__WHAT YOU SHOULD DO__:
Without skipping anything, print all of the data exactly.

####

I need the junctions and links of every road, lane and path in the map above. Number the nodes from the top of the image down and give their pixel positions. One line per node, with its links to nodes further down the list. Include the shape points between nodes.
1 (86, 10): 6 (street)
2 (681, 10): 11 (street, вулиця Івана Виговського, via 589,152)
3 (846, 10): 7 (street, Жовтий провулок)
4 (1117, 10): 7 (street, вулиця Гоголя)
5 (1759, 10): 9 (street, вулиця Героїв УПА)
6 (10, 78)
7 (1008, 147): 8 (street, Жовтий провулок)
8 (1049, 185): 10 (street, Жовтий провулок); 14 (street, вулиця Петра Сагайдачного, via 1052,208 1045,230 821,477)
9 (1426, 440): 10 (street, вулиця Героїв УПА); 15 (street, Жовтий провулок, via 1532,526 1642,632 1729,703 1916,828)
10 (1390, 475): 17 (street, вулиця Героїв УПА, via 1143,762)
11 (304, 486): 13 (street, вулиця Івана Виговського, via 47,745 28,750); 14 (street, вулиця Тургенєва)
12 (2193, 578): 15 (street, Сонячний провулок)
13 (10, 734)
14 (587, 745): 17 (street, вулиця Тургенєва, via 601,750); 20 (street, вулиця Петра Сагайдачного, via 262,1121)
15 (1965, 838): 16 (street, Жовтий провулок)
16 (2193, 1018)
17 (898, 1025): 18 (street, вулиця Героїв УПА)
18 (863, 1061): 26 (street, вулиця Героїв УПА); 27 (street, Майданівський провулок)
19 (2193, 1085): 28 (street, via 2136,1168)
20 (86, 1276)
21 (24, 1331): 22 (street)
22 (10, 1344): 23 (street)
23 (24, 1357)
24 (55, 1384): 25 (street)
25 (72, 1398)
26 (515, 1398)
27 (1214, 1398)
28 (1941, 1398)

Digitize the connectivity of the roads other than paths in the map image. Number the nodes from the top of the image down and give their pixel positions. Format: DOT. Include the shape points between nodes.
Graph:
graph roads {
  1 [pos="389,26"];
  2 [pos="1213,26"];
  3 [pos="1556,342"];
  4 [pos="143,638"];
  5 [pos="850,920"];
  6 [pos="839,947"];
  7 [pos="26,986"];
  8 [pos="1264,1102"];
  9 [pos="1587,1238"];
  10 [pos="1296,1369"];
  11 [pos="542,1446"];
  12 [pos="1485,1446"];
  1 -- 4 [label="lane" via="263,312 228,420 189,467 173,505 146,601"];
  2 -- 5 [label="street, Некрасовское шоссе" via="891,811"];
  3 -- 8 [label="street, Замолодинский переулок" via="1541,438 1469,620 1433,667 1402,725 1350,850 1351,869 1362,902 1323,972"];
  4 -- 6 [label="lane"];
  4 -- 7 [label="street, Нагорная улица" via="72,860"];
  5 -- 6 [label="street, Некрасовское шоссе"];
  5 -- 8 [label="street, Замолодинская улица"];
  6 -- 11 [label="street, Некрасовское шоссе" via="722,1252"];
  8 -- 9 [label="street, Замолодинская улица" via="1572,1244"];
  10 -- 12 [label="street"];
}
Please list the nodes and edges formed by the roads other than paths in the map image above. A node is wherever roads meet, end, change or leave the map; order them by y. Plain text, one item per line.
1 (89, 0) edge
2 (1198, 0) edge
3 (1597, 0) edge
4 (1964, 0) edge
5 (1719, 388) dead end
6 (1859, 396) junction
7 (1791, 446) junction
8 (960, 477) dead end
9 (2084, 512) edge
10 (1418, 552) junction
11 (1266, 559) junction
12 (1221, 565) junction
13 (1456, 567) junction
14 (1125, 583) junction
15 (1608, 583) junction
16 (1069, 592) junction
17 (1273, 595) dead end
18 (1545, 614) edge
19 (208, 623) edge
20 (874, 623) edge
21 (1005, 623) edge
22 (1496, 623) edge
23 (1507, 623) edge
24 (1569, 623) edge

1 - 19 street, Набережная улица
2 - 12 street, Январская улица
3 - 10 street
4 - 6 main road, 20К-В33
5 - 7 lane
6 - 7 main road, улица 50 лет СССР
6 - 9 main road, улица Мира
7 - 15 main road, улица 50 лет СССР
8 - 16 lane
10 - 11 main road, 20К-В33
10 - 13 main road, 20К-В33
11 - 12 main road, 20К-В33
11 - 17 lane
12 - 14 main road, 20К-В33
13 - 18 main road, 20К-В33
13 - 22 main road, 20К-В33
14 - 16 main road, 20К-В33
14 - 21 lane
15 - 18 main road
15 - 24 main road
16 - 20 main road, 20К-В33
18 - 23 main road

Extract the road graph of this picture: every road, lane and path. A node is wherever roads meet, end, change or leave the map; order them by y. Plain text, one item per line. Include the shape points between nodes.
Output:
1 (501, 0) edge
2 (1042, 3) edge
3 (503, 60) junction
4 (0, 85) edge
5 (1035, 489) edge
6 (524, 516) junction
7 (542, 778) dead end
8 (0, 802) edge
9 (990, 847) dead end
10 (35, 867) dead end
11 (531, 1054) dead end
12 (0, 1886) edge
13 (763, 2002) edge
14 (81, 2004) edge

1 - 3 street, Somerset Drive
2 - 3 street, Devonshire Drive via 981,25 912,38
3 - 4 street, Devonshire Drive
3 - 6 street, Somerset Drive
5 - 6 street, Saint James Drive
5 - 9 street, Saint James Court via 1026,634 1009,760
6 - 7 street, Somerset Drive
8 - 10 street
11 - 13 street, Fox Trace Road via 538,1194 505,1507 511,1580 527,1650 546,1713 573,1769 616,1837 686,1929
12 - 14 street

####

__PROBLEM SOLUTION__:
I need the junctions and links of every road, lane and path in the map above. Number the nodes from the top of the image down and give their pixel positions. One line per node, with its links to nodes further down the list. Include the shape points between nodes.
1 (86, 10): 6 (street)
2 (681, 10): 11 (street, вулиця Івана Виговського, via 589,152)
3 (846, 10): 7 (street, Жовтий провулок)
4 (1117, 10): 7 (street, вулиця Гоголя)
5 (1759, 10): 9 (street, вулиця Героїв УПА)
6 (10, 78)
7 (1008, 147): 8 (street, Жовтий провулок)
8 (1049, 185): 10 (street, Жовтий провулок); 14 (street, вулиця Петра Сагайдачного, via 1052,208 1045,230 821,477)
9 (1426, 440): 10 (street, вулиця Героїв УПА); 15 (street, Жовтий провулок, via 1532,526 1642,632 1729,703 1916,828)
10 (1390, 475): 17 (street, вулиця Героїв УПА, via 1143,762)
11 (304, 486): 13 (street, вулиця Івана Виговського, via 47,745 28,750); 14 (street, вулиця Тургенєва)
12 (2193, 578): 15 (street, Сонячний провулок)
13 (10, 734)
14 (587, 745): 17 (street, вулиця Тургенєва, via 601,750); 20 (street, вулиця Петра Сагайдачного, via 262,1121)
15 (1965, 838): 16 (street, Жовтий провулок)
16 (2193, 1018)
17 (898, 1025): 18 (street, вулиця Героїв УПА)
18 (863, 1061): 26 (street, вулиця Героїв УПА); 27 (street, Майданівський провулок)
19 (2193, 1085): 28 (street, via 2136,1168)
20 (86, 1276)
21 (24, 1331): 22 (street)
22 (10, 1344): 23 (street)
23 (24, 1357)
24 (55, 1384): 25 (street)
25 (72, 1398)
26 (515, 1398)
27 (1214, 1398)
28 (1941, 1398)

Digitize the connectivity of the roads other than paths in the map image. Number the nodes from the top of the image down and give their pixel positions. Format: DOT. Include the shape points between nodes.
Graph:
graph roads {
  1 [pos="389,26"];
  2 [pos="1213,26"];
  3 [pos="1556,342"];
  4 [pos="143,638"];
  5 [pos="850,920"];
  6 [pos="839,947"];
  7 [pos="26,986"];
  8 [pos="1264,1102"];
  9 [pos="1587,1238"];
  10 [pos="1296,1369"];
  11 [pos="542,1446"];
  12 [pos="1485,1446"];
  1 -- 4 [label="lane" via="263,312 228,420 189,467 173,505 146,601"];
  2 -- 5 [label="street, Некрасовское шоссе" via="891,811"];
  3 -- 8 [label="street, Замолодинский переулок" via="1541,438 1469,620 1433,667 1402,725 1350,850 1351,869 1362,902 1323,972"];
  4 -- 6 [label="lane"];
  4 -- 7 [label="street, Нагорная улица" via="72,860"];
  5 -- 6 [label="street, Некрасовское шоссе"];
  5 -- 8 [label="street, Замолодинская улица"];
  6 -- 11 [label="street, Некрасовское шоссе" via="722,1252"];
  8 -- 9 [label="street, Замолодинская улица" via="1572,1244"];
  10 -- 12 [label="street"];
}
Please list the nodes and edges formed by the roads other than paths in the map image above. A node is wherever roads meet, end, change or leave the map; order them by y. Plain text, one item per line.
1 (89, 0) edge
2 (1198, 0) edge
3 (1597, 0) edge
4 (1964, 0) edge
5 (1719, 388) dead end
6 (1859, 396) junction
7 (1791, 446) junction
8 (960, 477) dead end
9 (2084, 512) edge
10 (1418, 552) junction
11 (1266, 559) junction
12 (1221, 565) junction
13 (1456, 567) junction
14 (1125, 583) junction
15 (1608, 583) junction
16 (1069, 592) junction
17 (1273, 595) dead end
18 (1545, 614) edge
19 (208, 623) edge
20 (874, 623) edge
21 (1005, 623) edge
22 (1496, 623) edge
23 (1507, 623) edge
24 (1569, 623) edge

1 - 19 street, Набережная улица
2 - 12 street, Январская улица
3 - 10 street
4 - 6 main road, 20К-В33
5 - 7 lane
6 - 7 main road, улица 50 лет СССР
6 - 9 main road, улица Мира
7 - 15 main road, улица 50 лет СССР
8 - 16 lane
10 - 11 main road, 20К-В33
10 - 13 main road, 20К-В33
11 - 12 main road, 20К-В33
11 - 17 lane
12 - 14 main road, 20К-В33
13 - 18 main road, 20К-В33
13 - 22 main road, 20К-В33
14 - 16 main road, 20К-В33
14 - 21 lane
15 - 18 main road
15 - 24 main road
16 - 20 main road, 20К-В33
18 - 23 main road

Extract the road graph of this picture: every road, lane and path. A node is wherever roads meet, end, change or leave the map; order them by y. Plain text, one item per line. Include the shape points between nodes.
Output:
1 (501, 0) edge
2 (1042, 3) edge
3 (503, 60) junction
4 (0, 85) edge
5 (1035, 489) edge
6 (524, 516) junction
7 (542, 778) dead end
8 (0, 802) edge
9 (990, 847) dead end
10 (35, 867) dead end
11 (531, 1054) dead end
12 (0, 1886) edge
13 (763, 2002) edge
14 (81, 2004) edge

1 - 3 street, Somerset Drive
2 - 3 street, Devonshire Drive via 981,25 912,38
3 - 4 street, Devonshire Drive
3 - 6 street, Somerset Drive
5 - 6 street, Saint James Drive
5 - 9 street, Saint James Court via 1026,634 1009,760
6 - 7 street, Somerset Drive
8 - 10 street
11 - 13 street, Fox Trace Road via 538,1194 505,1507 511,1580 527,1650 546,1713 573,1769 616,1837 686,1929
12 - 14 street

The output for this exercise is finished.